WHAT YOU ARE ASKED TO DO: Once every line in the data below has been checked for "nodes", give the number of lines that hold it, and only that.

INPUT FOR THIS TASK:
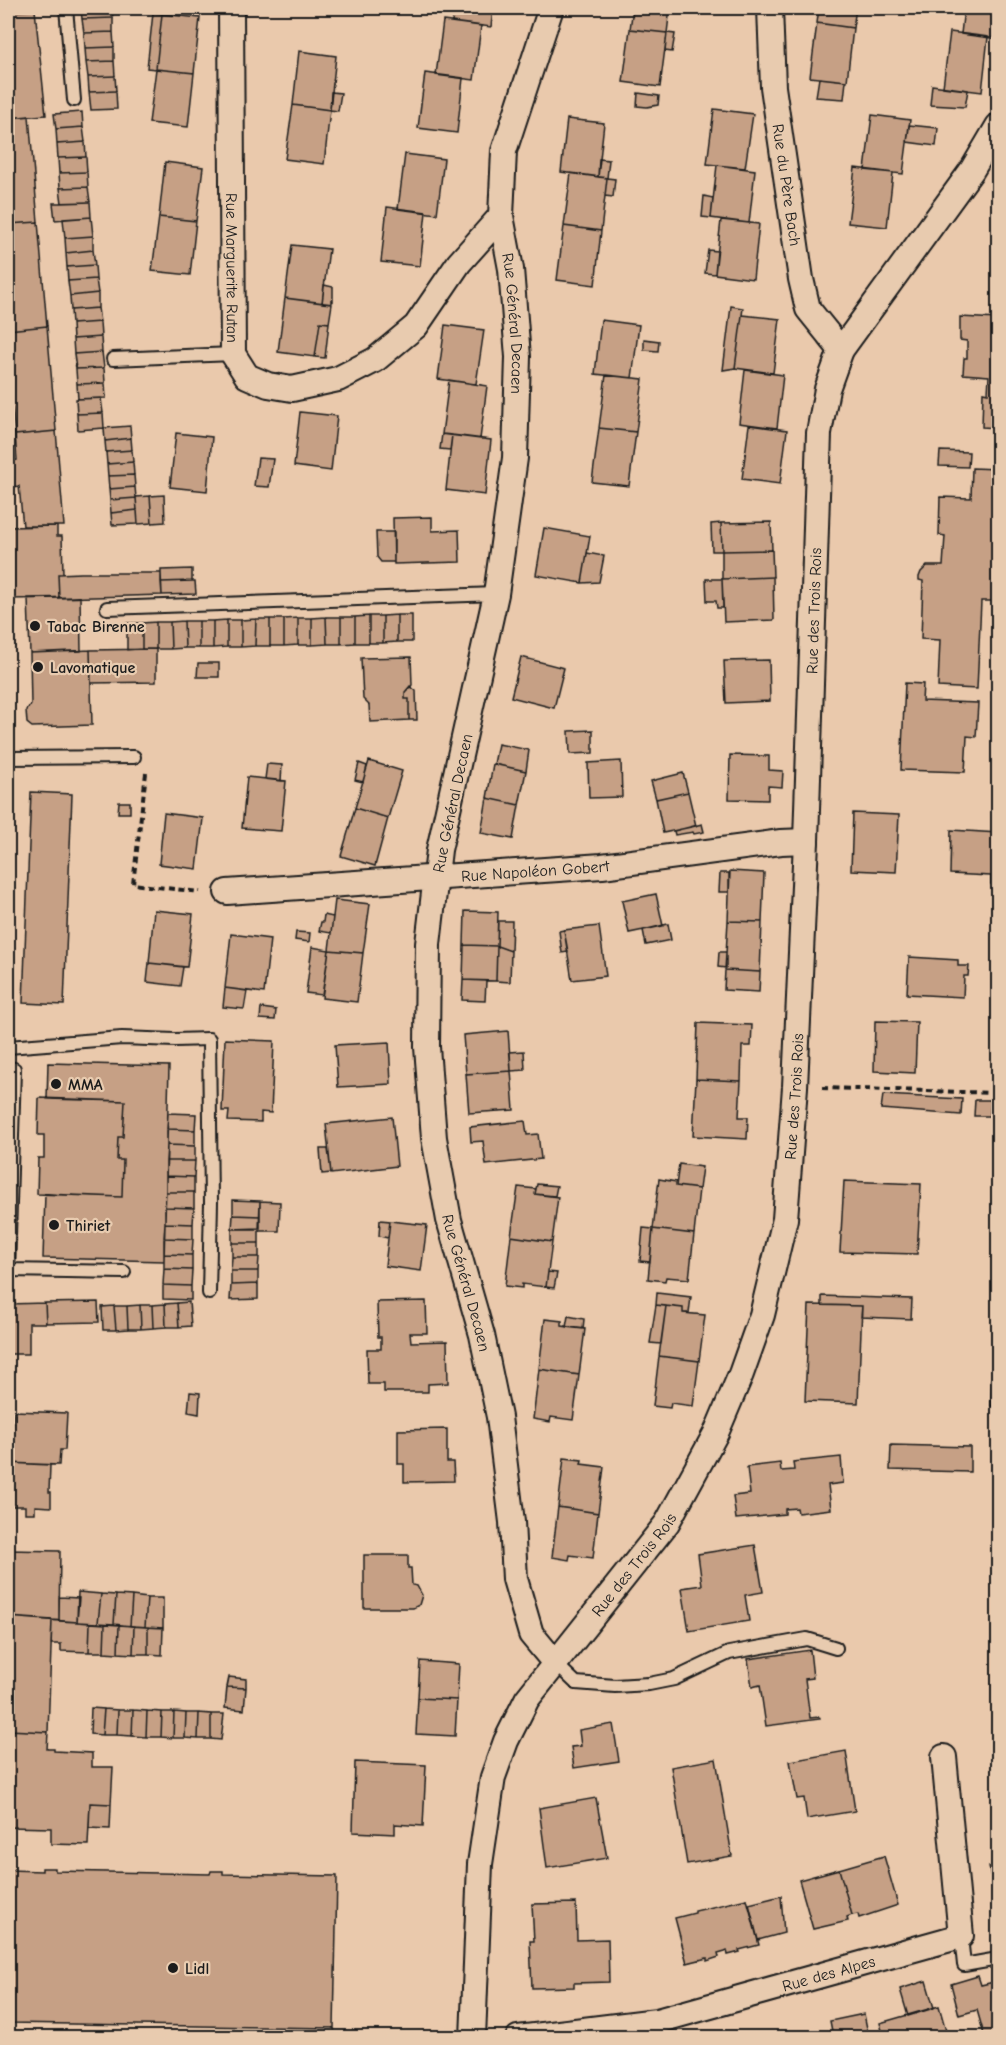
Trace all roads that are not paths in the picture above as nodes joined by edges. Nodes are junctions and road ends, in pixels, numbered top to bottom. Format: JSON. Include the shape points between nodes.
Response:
{"nodes":[{"id":1,"x":66,"y":8,"type":"edge"},
{"id":2,"x":231,"y":8,"type":"edge"},
{"id":3,"x":551,"y":8,"type":"edge"},
{"id":4,"x":770,"y":8,"type":"edge"},
{"id":5,"x":74,"y":100,"type":"dead end"},
{"id":6,"x":999,"y":126,"type":"edge"},
{"id":7,"x":501,"y":216,"type":"junction"},
{"id":8,"x":841,"y":350,"type":"junction"},
{"id":9,"x":233,"y":354,"type":"junction"},
{"id":10,"x":113,"y":360,"type":"dead end"},
{"id":11,"x":496,"y":594,"type":"junction"},
{"id":12,"x":107,"y":608,"type":"dead end"},
{"id":13,"x":135,"y":757,"type":"road end"},
{"id":14,"x":8,"y":758,"type":"edge"},
{"id":15,"x":806,"y":841,"type":"junction"},
{"id":16,"x":436,"y":878,"type":"junction"},
{"id":17,"x":227,"y":892,"type":"road end"},
{"id":18,"x":8,"y":1047,"type":"edge"},
{"id":19,"x":8,"y":1067,"type":"edge"},
{"id":20,"x":8,"y":1270,"type":"edge"},
{"id":21,"x":124,"y":1272,"type":"dead end"},
{"id":22,"x":209,"y":1293,"type":"dead end"},
{"id":23,"x":836,"y":1648,"type":"dead end"},
{"id":24,"x":555,"y":1663,"type":"junction"},
{"id":25,"x":944,"y":1756,"type":"dead end"},
{"id":26,"x":961,"y":1936,"type":"junction"},
{"id":27,"x":999,"y":1959,"type":"edge"},
{"id":28,"x":473,"y":2037,"type":"edge"},
{"id":29,"x":518,"y":2037,"type":"edge"}],
"edges":[{"from":1,"to":5,"type":"lane"},
{"from":2,"to":9,"type":"street","name":"Rue Marguerite Rutan"},
{"from":3,"to":7,"type":"street","name":"Rue Général Decaen","via":[[504,151]]},
{"from":4,"to":8,"type":"street","name":"Rue du Père Bach","via":[[773,87],[801,279],[808,309]]},
{"from":6,"to":8,"type":"street","name":"Rue des Trois Rois","via":[[972,170]]},
{"from":7,"to":9,"type":"street","name":"Rue Marguerite Rutan","via":[[459,263],[416,326],[375,360],[338,379],[292,389],[248,376]]},
{"from":7,"to":11,"type":"street","name":"Rue Général Decaen","via":[[511,269],[518,357],[515,458]]},
{"from":8,"to":15,"type":"street","name":"Rue des Trois Rois","via":[[827,389],[819,433]]},
{"from":9,"to":10,"type":"lane"},
{"from":11,"to":12,"type":"lane"},
{"from":11,"to":16,"type":"street","name":"Rue Général Decaen"},
{"from":13,"to":14,"type":"lane"},
{"from":15,"to":16,"type":"street","name":"Rue Napoléon Gobert","via":[[602,866]]},
{"from":15,"to":24,"type":"street","name":"Rue des Trois Rois","via":[[785,1219],[762,1315],[716,1433],[667,1523]]},
{"from":16,"to":17,"type":"street","name":"Rue Napoléon Gobert"},
{"from":16,"to":24,"type":"street","name":"Rue Général Decaen","via":[[428,944],[427,1047],[434,1138],[449,1220],[482,1335],[499,1417],[512,1522],[514,1579],[531,1634]]},
{"from":18,"to":22,"type":"lane","via":[[122,1038],[209,1039]]},
{"from":19,"to":20,"type":"lane","via":[[14,1069]]},
{"from":20,"to":21,"type":"lane"},
{"from":23,"to":24,"type":"lane","via":[[807,1639],[729,1653],[674,1679],[615,1686],[576,1683]]},
{"from":24,"to":28,"type":"street","name":"Rue des Trois Rois","via":[[527,1699],[493,1777],[480,1864]]},
{"from":25,"to":26,"type":"street"},
{"from":26,"to":27,"type":"lane","via":[[964,1965]]},
{"from":26,"to":29,"type":"street","name":"Rue des Alpes","via":[[657,2021]]}]}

ANSWER BELOW: 2